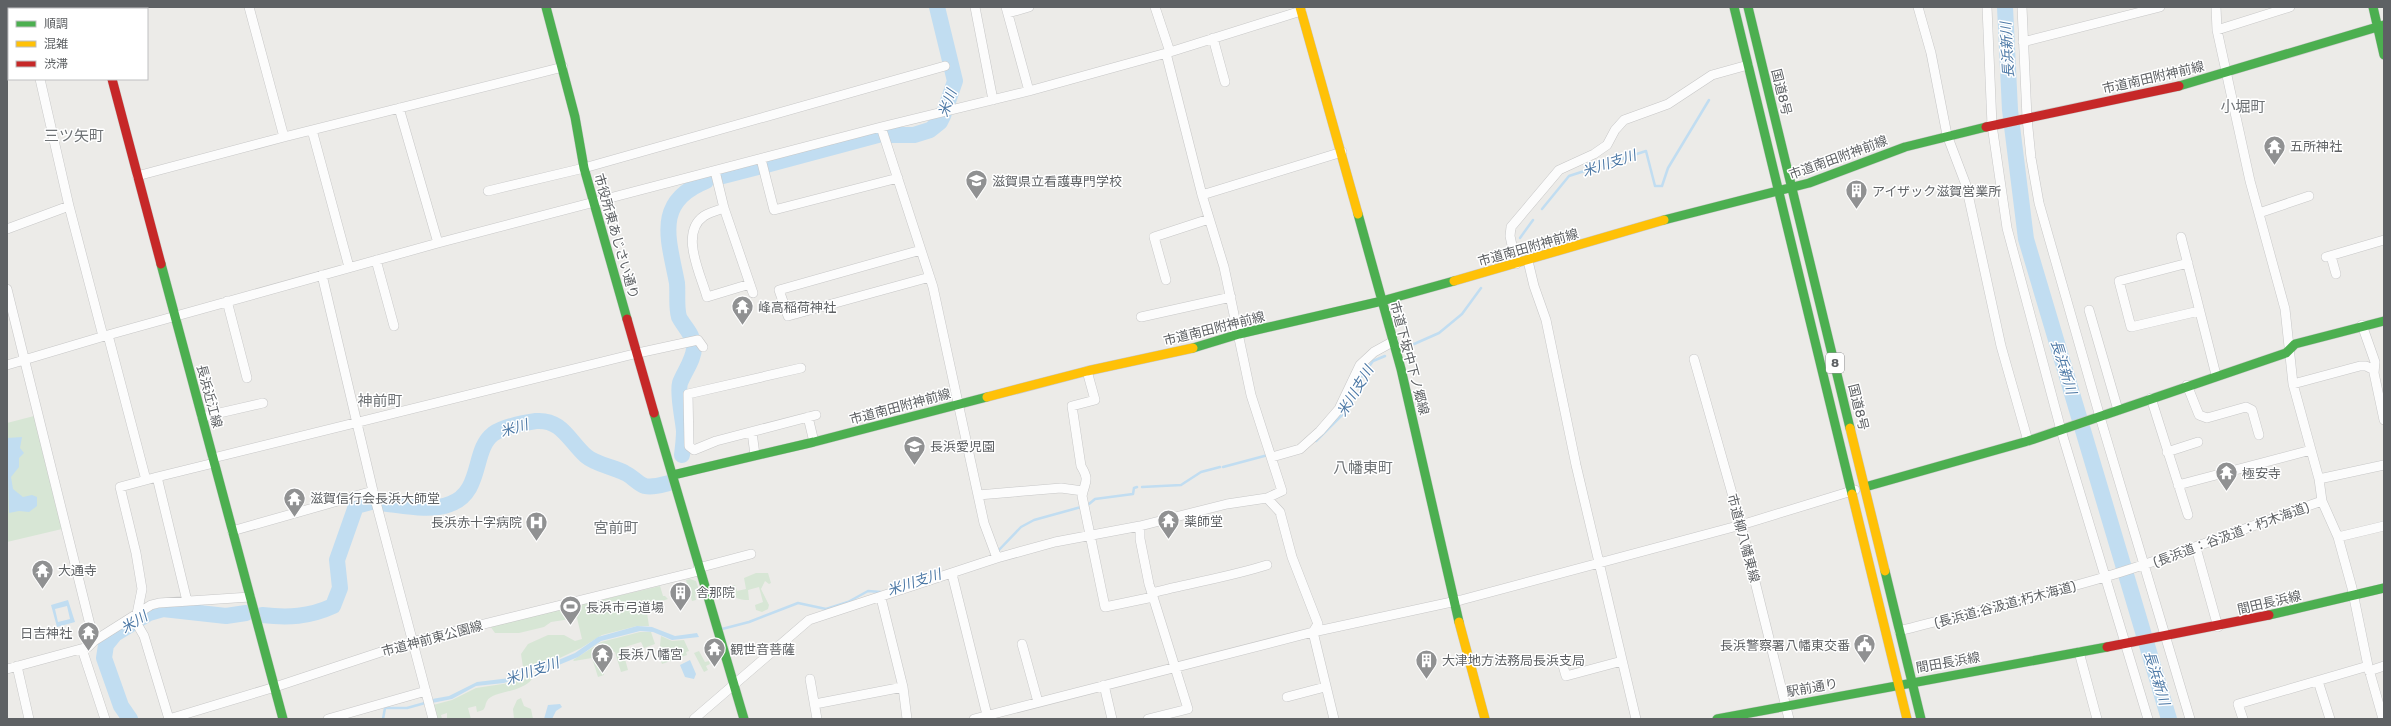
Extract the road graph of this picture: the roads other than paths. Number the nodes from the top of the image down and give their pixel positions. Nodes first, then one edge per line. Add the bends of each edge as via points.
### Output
1 (249, 7) edge
2 (546, 7) edge
3 (975, 7) edge
4 (1029, 7) edge
5 (1155, 7) edge
6 (1734, 7) edge
7 (1748, 7) edge
8 (1918, 7) edge
9 (1987, 7) edge
10 (2022, 7) edge
11 (2160, 7) edge
12 (2216, 7) edge
13 (2290, 7) edge
14 (2373, 7) edge
15 (1300, 9) edge
16 (1007, 10) edge
17 (2381, 26) edge
18 (2217, 30) junction
19 (1213, 38) junction
20 (2023, 42) junction
21 (1168, 52) junction
22 (2384, 54) edge
23 (1748, 65) junction
24 (944, 66) dead end
25 (563, 67) junction
26 (2226, 73) junction
27 (40, 80) edge
28 (112, 80) edge
29 (1225, 82) dead end
30 (1029, 91) junction
31 (994, 100) junction
32 (399, 108) junction
33 (2027, 118) junction
34 (1992, 125) junction
35 (881, 127) junction
36 (312, 130) junction
37 (1947, 135) junction
38 (284, 137) junction
39 (1342, 152) junction
40 (760, 158) junction
41 (584, 168) junction
42 (715, 171) junction
43 (137, 176) junction
44 (898, 178) junction
45 (1792, 188) junction
46 (488, 191) dead end
47 (1779, 191) junction
48 (1202, 196) junction
49 (2309, 196) dead end
50 (594, 203) junction
51 (69, 206) junction
52 (724, 208) junction
53 (2259, 213) junction
54 (1209, 219) junction
55 (7, 229) edge
56 (2181, 237) dead end
57 (2384, 240) edge
58 (438, 243) junction
59 (921, 250) junction
60 (376, 260) junction
61 (1528, 261) junction
62 (2188, 263) junction
63 (1516, 264) junction
64 (349, 267) junction
65 (2336, 274) dead end
66 (322, 275) junction
67 (930, 277) junction
68 (1166, 280) dead end
69 (750, 284) junction
70 (7, 289) edge
71 (753, 293) dead end
72 (1231, 297) junction
73 (227, 301) junction
74 (1382, 301) junction
75 (2089, 310) dead end
76 (2199, 311) junction
77 (175, 316) junction
78 (1141, 317) dead end
79 (2384, 321) edge
80 (394, 326) dead end
81 (2362, 326) junction
82 (1239, 334) junction
83 (105, 335) junction
84 (1394, 341) junction
85 (696, 343) dead end
86 (2290, 349) junction
87 (638, 353) junction
88 (25, 359) junction
89 (1694, 359) dead end
90 (7, 365) edge
91 (801, 368) dead end
92 (2374, 370) junction
93 (1087, 371) junction
94 (2216, 375) junction
95 (247, 378) dead end
96 (2293, 384) junction
97 (2188, 385) junction
98 (2151, 398) junction
99 (263, 403) dead end
100 (958, 404) junction
101 (2118, 410) junction
102 (202, 417) junction
103 (2100, 417) junction
104 (2384, 420) edge
105 (357, 424) junction
106 (2061, 430) junction
107 (752, 432) junction
108 (2259, 435) dead end
109 (2028, 441) junction
110 (814, 442) junction
111 (2198, 442) dead end
112 (2311, 450) junction
113 (2167, 452) junction
114 (755, 455) junction
115 (1272, 457) junction
116 (214, 460) junction
117 (2384, 465) edge
118 (688, 472) junction
119 (673, 476) junction
120 (157, 477) junction
121 (146, 480) junction
122 (2319, 480) junction
123 (2178, 485) junction
124 (1865, 487) junction
125 (1083, 490) junction
126 (373, 491) junction
127 (1851, 491) junction
128 (978, 495) junction
129 (1267, 498) junction
130 (2322, 501) junction
131 (2188, 515) dead end
132 (1741, 525) junction
133 (1140, 526) junction
134 (2384, 526) edge
135 (232, 531) junction
136 (1090, 536) junction
137 (2338, 537) junction
138 (2196, 548) junction
139 (751, 554) dead end
140 (997, 558) junction
141 (1600, 562) junction
142 (1267, 565) dead end
143 (2142, 565) junction
144 (698, 570) junction
145 (952, 574) junction
146 (2109, 576) junction
147 (2384, 588) edge
148 (1152, 595) junction
149 (2353, 596) junction
150 (250, 597) junction
151 (881, 598) junction
152 (187, 601) junction
153 (1454, 602) junction
154 (136, 619) junction
155 (2218, 626) junction
156 (1899, 631) junction
157 (1314, 632) junction
158 (2163, 637) junction
159 (94, 641) junction
160 (411, 642) junction
161 (2128, 643) junction
162 (1022, 644) dead end
163 (82, 649) junction
164 (2079, 652) junction
165 (1622, 661) junction
166 (1562, 662) dead end
167 (18, 666) junction
168 (1175, 666) junction
169 (2384, 666) edge
170 (7, 668) edge
171 (2369, 668) junction
172 (810, 679) dead end
173 (1912, 682) junction
174 (2318, 682) junction
175 (735, 685) junction
176 (1104, 685) junction
177 (1898, 685) junction
178 (275, 687) junction
179 (1325, 687) junction
180 (903, 688) junction
181 (426, 692) junction
182 (1287, 697) dead end
183 (1038, 702) junction
184 (815, 704) junction
185 (1785, 705) junction
186 (987, 715) junction
187 (189, 717) edge
188 (29, 719) edge
189 (105, 719) edge
190 (169, 719) edge
191 (283, 719) edge
192 (328, 719) edge
193 (433, 719) edge
194 (694, 719) edge
195 (744, 719) edge
196 (817, 719) edge
197 (907, 719) edge
198 (974, 719) edge
199 (1112, 719) edge
200 (1148, 719) edge
201 (1334, 719) edge
202 (1485, 719) edge
203 (1636, 719) edge
204 (1717, 719) edge
205 (1789, 719) edge
206 (1907, 719) edge
207 (1921, 719) edge
208 (2097, 719) edge
209 (2148, 719) edge
210 (2190, 719) edge
211 (2243, 719) edge
212 (2330, 719) edge
213 (2383, 719) edge

1 - 38 street
2 - 25 main road, 市役所東あじさい通り
3 - 31 street
4 - 16 street
5 - 21 street
6 - 23 main road, 国道8号 / 8
7 - 45 main road, 国道8号 / 8
8 - 37 street via 1931,53
9 - 34 street
10 - 20 street
11 - 20 street
12 - 18 street
13 - 18 street
14 - 17 main road
15 - 19 street
15 - 39 main road, 市道下坂中下ノ郷線
16 - 30 street
17 - 22 main road
17 - 26 main road, 市道南田附神前線
18 - 26 street
19 - 21 street
19 - 29 street
20 - 33 street
21 - 30 street
21 - 48 street
23 - 47 main road, 国道8号 / 8
23 - 63 street via 1712,75 1668,104 1624,120 1607,145 1559,170 1511,227 1510,236
24 - 41 street
25 - 32 street
25 - 41 main road, 市役所東あじさい通り via 576,117
26 - 33 main road, 市道南田附神前線 via 2170,89
26 - 53 street
27 - 51 street
28 - 43 main road, 長浜近江線
30 - 31 street
31 - 35 street
32 - 36 street
32 - 58 street
33 - 34 main road, 市道南田附神前線
33 - 103 street via 2039,203
34 - 37 main road, 市道南田附神前線
34 - 106 street via 2007,228
35 - 40 street
35 - 44 street
36 - 38 street
36 - 64 street
37 - 45 main road, 市道南田附神前線 via 1905,147
37 - 109 street via 1966,185 2001,346
38 - 43 street
39 - 48 street
39 - 74 main road, 市道下坂中下ノ郷線
40 - 42 street
40 - 44 street via 774,210
41 - 46 street
41 - 50 main road, 市役所東あじさい通り
42 - 50 street
42 - 52 street
43 - 77 main road, 長浜近江線
44 - 59 street
45 - 47 main road, 市道南田附神前線
45 - 124 main road, 国道8号 / 8
47 - 61 main road, 市道南田附神前線 via 1654,223
47 - 127 main road, 国道8号 / 8
48 - 54 street
49 - 53 street
50 - 58 street
50 - 87 main road, 市役所東あじさい通り
51 - 55 street
51 - 83 street
52 - 69 street
52 - 69 street via 704,216 693,234 693,250 707,297
53 - 86 street via 2285,308
54 - 68 street via 1154,237
54 - 72 street
56 - 62 street
57 - 65 street via 2329,256
58 - 60 street
59 - 67 street
59 - 67 street via 780,290 778,298 788,316
60 - 64 street
60 - 80 street
61 - 63 main road, 市道南田附神前線
61 - 141 street via 1546,320 1576,465
62 - 76 street
62 - 76 street via 2119,281 2131,327
63 - 74 main road, 市道南田附神前線
64 - 66 street
66 - 73 street
66 - 105 street
67 - 100 street
69 - 71 street
70 - 88 street
72 - 78 street
72 - 82 street
73 - 77 street
73 - 95 street
74 - 82 main road, 市道南田附神前線
74 - 84 main road, 市道下坂中下ノ郷線
75 - 101 street
76 - 94 street
77 - 83 street
77 - 102 main road, 長浜近江線
79 - 81 main road
81 - 86 main road via 2295,344
81 - 92 street via 2372,351
82 - 93 main road, 市道南田附神前線 via 1197,347
82 - 115 street via 1251,395
83 - 88 street
83 - 121 street
84 - 115 street via 1374,352 1360,365 1339,409 1320,431 1300,449
84 - 153 main road, 市道下坂中下ノ郷線
85 - 87 street
86 - 94 main road via 2286,353
86 - 96 street
87 - 105 street
87 - 119 main road, 市役所東あじさい通り
88 - 90 street
88 - 159 street
89 - 132 street, 市道柳八幡東線
91 - 107 street via 688,394 691,449
92 - 96 street via 2360,366
92 - 104 street
93 - 100 main road, 市道南田附神前線
93 - 125 street via 1095,400 1072,406 1081,466 1086,474 1087,484
94 - 97 main road
96 - 112 street
97 - 98 main road
97 - 108 street via 2199,414 2208,418 2246,407 2252,410
98 - 101 main road
98 - 113 street
99 - 102 street
100 - 110 main road, 市道南田附神前線
100 - 128 street
101 - 103 main road
102 - 116 main road, 長浜近江線
103 - 106 main road
103 - 143 street
105 - 116 street
105 - 126 street
106 - 109 main road
106 - 146 street
107 - 110 street via 812,416
107 - 114 street
109 - 124 main road
110 - 114 main road, 市道南田附神前線
111 - 113 street
112 - 122 street
112 - 123 street
113 - 123 street
114 - 118 main road, 市道南田附神前線
115 - 129 street via 1282,491
116 - 120 street
116 - 135 main road, 長浜近江線
117 - 122 street
118 - 119 main road, 市道南田附神前線
118 - 144 main road via 682,489 694,533
119 - 144 main road, 市役所東あじさい通り
120 - 121 street
120 - 152 street
121 - 154 street via 120,487 142,589
122 - 130 street
123 - 131 street
124 - 127 street
124 - 156 main road, 国道8号 / 8
125 - 128 street via 1061,488
125 - 136 street
126 - 135 street
126 - 160 street
127 - 132 street
127 - 177 main road, 国道8号 / 8
128 - 140 street via 984,523
129 - 133 street via 1227,504
129 - 157 street via 1280,512 1292,557 1318,624
130 - 137 street
130 - 138 street, (長浜道：谷汲道：朽木海道)
132 - 141 street
132 - 185 street, 市道柳八幡東線
133 - 136 street
133 - 148 street via 1140,539
134 - 137 street
135 - 150 main road, 長浜近江線
136 - 140 street via 1055,542
136 - 148 street via 1105,607
137 - 149 street
138 - 143 street, (長浜道：谷汲道：朽木海道)
138 - 155 street
139 - 144 street, 市道神前東公園線
140 - 145 street
141 - 153 street
141 - 165 street
142 - 148 street via 1232,576 1189,583
143 - 146 street, (長浜道：谷汲道：朽木海道)
143 - 158 street
144 - 160 street, 市道神前東公園線
144 - 175 main road, 市役所東あじさい通り
145 - 151 street
145 - 186 street
146 - 156 street, (長浜道;谷汲道;朽木海道) via 2015,603
146 - 161 street
147 - 149 main road, 間田長浜線
148 - 168 street
149 - 155 main road, 間田長浜線
149 - 171 street
150 - 152 street
150 - 178 main road, 長浜近江線
151 - 175 street via 809,620
151 - 180 street
152 - 154 street via 159,603
153 - 157 street
153 - 202 main road, 市道下坂中下ノ郷線
154 - 159 street
154 - 190 street via 144,636
155 - 158 main road, 間田長浜線
156 - 173 main road, 国道8号 / 8
157 - 168 street
157 - 179 street
158 - 161 main road, 間田長浜線
158 - 210 street
159 - 163 street via 88,648
160 - 178 street, 市道神前東公園線
160 - 181 street
161 - 164 main road, 間田長浜線
161 - 209 street
162 - 183 street
163 - 167 street
163 - 189 street
164 - 173 main road, 間田長浜線
164 - 208 street
165 - 166 street via 1566,676
165 - 203 street
167 - 170 street
167 - 188 street
168 - 176 street
168 - 200 street via 1188,709
169 - 171 street
171 - 174 street
171 - 213 street
172 - 184 street
173 - 177 main road, 駅前通り
173 - 207 main road, 国道8号 / 8
174 - 211 street via 2238,704
174 - 212 street
175 - 194 street
175 - 195 main road, 市役所東あじさい通り
176 - 183 street
176 - 199 street
177 - 185 main road, 駅前通り
177 - 206 main road, 国道8号 / 8
178 - 187 street, 市道神前東公園線
178 - 191 main road, 長浜近江線
179 - 182 street
179 - 201 street
180 - 184 street
180 - 197 street
181 - 192 street
181 - 193 street
183 - 186 street
184 - 196 street
185 - 204 main road, 駅前通り
185 - 205 street, 市道柳八幡東線
186 - 198 street
187 - 190 street, 市道神前東公園線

_Task directions_
Look through the data and show every line containing "市道神前東公園線".

_Solved exercise_
139 - 144 street, 市道神前東公園線
144 - 160 street, 市道神前東公園線
160 - 178 street, 市道神前東公園線
178 - 187 street, 市道神前東公園線
187 - 190 street, 市道神前東公園線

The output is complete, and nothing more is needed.